Description of the task - Below are the entries; count the lines in them that contain the word "main" and give only the number.

Given records -

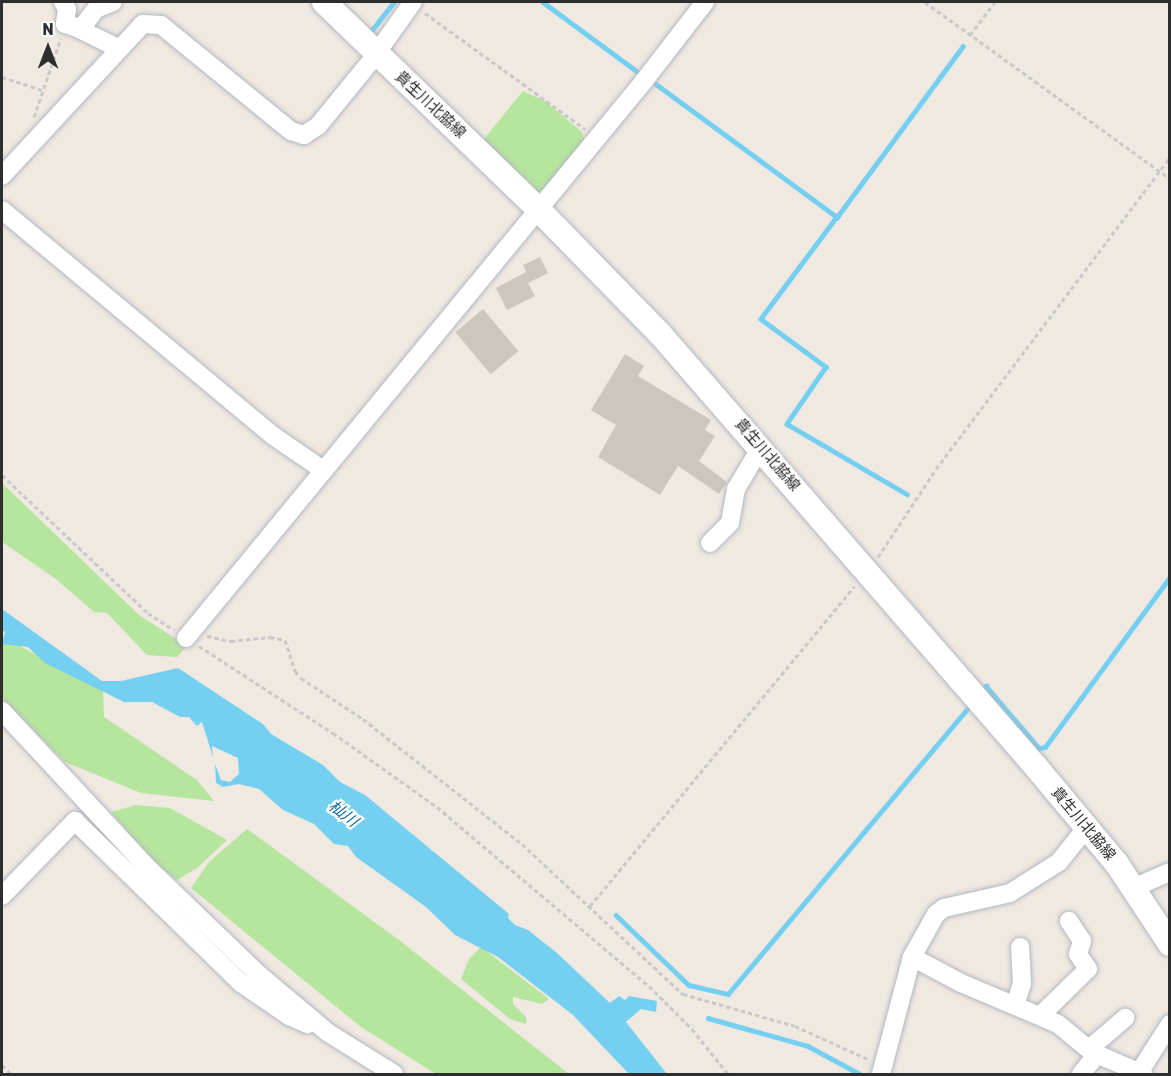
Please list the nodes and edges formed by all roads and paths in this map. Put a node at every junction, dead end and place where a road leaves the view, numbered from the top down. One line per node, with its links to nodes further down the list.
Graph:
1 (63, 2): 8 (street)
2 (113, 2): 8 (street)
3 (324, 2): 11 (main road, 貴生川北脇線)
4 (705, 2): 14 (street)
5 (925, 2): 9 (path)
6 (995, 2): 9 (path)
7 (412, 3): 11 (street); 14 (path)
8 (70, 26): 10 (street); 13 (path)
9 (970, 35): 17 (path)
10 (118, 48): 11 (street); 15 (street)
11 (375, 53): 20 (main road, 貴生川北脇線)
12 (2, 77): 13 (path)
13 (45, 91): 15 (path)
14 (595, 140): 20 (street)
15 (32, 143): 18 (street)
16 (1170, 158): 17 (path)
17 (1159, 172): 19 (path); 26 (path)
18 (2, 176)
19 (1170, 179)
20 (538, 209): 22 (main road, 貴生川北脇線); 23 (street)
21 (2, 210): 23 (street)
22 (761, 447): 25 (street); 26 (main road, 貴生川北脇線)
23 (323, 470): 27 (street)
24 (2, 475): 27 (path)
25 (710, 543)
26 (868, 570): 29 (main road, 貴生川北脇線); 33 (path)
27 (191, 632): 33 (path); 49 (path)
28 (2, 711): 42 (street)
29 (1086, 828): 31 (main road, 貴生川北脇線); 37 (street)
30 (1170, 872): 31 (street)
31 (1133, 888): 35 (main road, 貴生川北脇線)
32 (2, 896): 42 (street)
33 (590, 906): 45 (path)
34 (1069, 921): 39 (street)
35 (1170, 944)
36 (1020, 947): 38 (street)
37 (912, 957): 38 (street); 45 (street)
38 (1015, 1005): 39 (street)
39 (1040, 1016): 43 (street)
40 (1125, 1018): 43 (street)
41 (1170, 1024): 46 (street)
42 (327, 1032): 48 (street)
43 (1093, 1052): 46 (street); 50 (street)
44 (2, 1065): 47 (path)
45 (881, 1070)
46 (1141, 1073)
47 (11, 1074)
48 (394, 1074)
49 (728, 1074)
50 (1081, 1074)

...

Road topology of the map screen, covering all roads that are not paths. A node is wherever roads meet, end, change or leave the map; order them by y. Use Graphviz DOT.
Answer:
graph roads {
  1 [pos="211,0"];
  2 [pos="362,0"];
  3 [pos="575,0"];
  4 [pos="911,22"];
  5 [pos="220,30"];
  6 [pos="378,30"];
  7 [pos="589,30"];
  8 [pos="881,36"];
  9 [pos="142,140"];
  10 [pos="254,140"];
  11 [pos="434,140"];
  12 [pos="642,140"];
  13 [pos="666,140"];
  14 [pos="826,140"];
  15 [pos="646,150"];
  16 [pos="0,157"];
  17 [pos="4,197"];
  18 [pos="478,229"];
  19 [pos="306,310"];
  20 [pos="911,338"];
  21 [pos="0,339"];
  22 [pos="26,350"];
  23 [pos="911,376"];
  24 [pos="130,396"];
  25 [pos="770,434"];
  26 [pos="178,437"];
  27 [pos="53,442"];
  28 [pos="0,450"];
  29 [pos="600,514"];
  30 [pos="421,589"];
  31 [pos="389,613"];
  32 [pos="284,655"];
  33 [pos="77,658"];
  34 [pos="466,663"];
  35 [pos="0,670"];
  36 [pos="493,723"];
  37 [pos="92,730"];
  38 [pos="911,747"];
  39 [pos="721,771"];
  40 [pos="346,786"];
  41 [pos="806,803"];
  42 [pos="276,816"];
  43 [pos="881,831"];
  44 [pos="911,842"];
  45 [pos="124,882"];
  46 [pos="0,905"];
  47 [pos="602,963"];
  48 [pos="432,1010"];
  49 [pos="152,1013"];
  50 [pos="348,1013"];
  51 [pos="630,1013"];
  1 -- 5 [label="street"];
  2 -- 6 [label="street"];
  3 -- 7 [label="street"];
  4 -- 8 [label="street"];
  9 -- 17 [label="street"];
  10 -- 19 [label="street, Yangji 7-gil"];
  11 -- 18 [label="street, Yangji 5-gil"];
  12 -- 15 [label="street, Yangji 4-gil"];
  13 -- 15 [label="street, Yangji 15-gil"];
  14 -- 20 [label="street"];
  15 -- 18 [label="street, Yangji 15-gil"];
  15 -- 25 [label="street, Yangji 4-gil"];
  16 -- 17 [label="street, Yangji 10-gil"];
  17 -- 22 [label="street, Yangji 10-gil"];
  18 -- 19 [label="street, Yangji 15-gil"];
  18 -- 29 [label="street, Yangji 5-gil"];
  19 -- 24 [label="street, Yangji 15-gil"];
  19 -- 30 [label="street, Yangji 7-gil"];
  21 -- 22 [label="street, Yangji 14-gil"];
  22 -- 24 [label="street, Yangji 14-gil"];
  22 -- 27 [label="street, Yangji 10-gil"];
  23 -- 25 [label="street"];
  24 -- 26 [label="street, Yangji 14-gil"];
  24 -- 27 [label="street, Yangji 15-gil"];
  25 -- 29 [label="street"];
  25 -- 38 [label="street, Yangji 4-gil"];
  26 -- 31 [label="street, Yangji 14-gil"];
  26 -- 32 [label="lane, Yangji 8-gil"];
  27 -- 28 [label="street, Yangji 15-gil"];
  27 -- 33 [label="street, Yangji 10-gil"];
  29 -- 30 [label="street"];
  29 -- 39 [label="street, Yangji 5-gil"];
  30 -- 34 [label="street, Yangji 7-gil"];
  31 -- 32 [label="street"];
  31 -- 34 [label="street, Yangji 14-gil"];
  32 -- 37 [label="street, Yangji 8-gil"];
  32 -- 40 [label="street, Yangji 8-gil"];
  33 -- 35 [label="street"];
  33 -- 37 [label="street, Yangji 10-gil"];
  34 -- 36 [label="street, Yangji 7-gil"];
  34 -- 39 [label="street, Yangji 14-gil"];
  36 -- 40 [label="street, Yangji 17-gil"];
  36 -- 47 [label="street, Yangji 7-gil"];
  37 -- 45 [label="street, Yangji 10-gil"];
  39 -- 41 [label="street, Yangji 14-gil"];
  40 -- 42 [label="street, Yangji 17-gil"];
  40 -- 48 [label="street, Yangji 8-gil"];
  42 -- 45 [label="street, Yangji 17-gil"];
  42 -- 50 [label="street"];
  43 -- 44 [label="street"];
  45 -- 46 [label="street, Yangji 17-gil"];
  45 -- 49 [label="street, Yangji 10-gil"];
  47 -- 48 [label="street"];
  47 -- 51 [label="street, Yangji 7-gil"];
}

Answer box - 7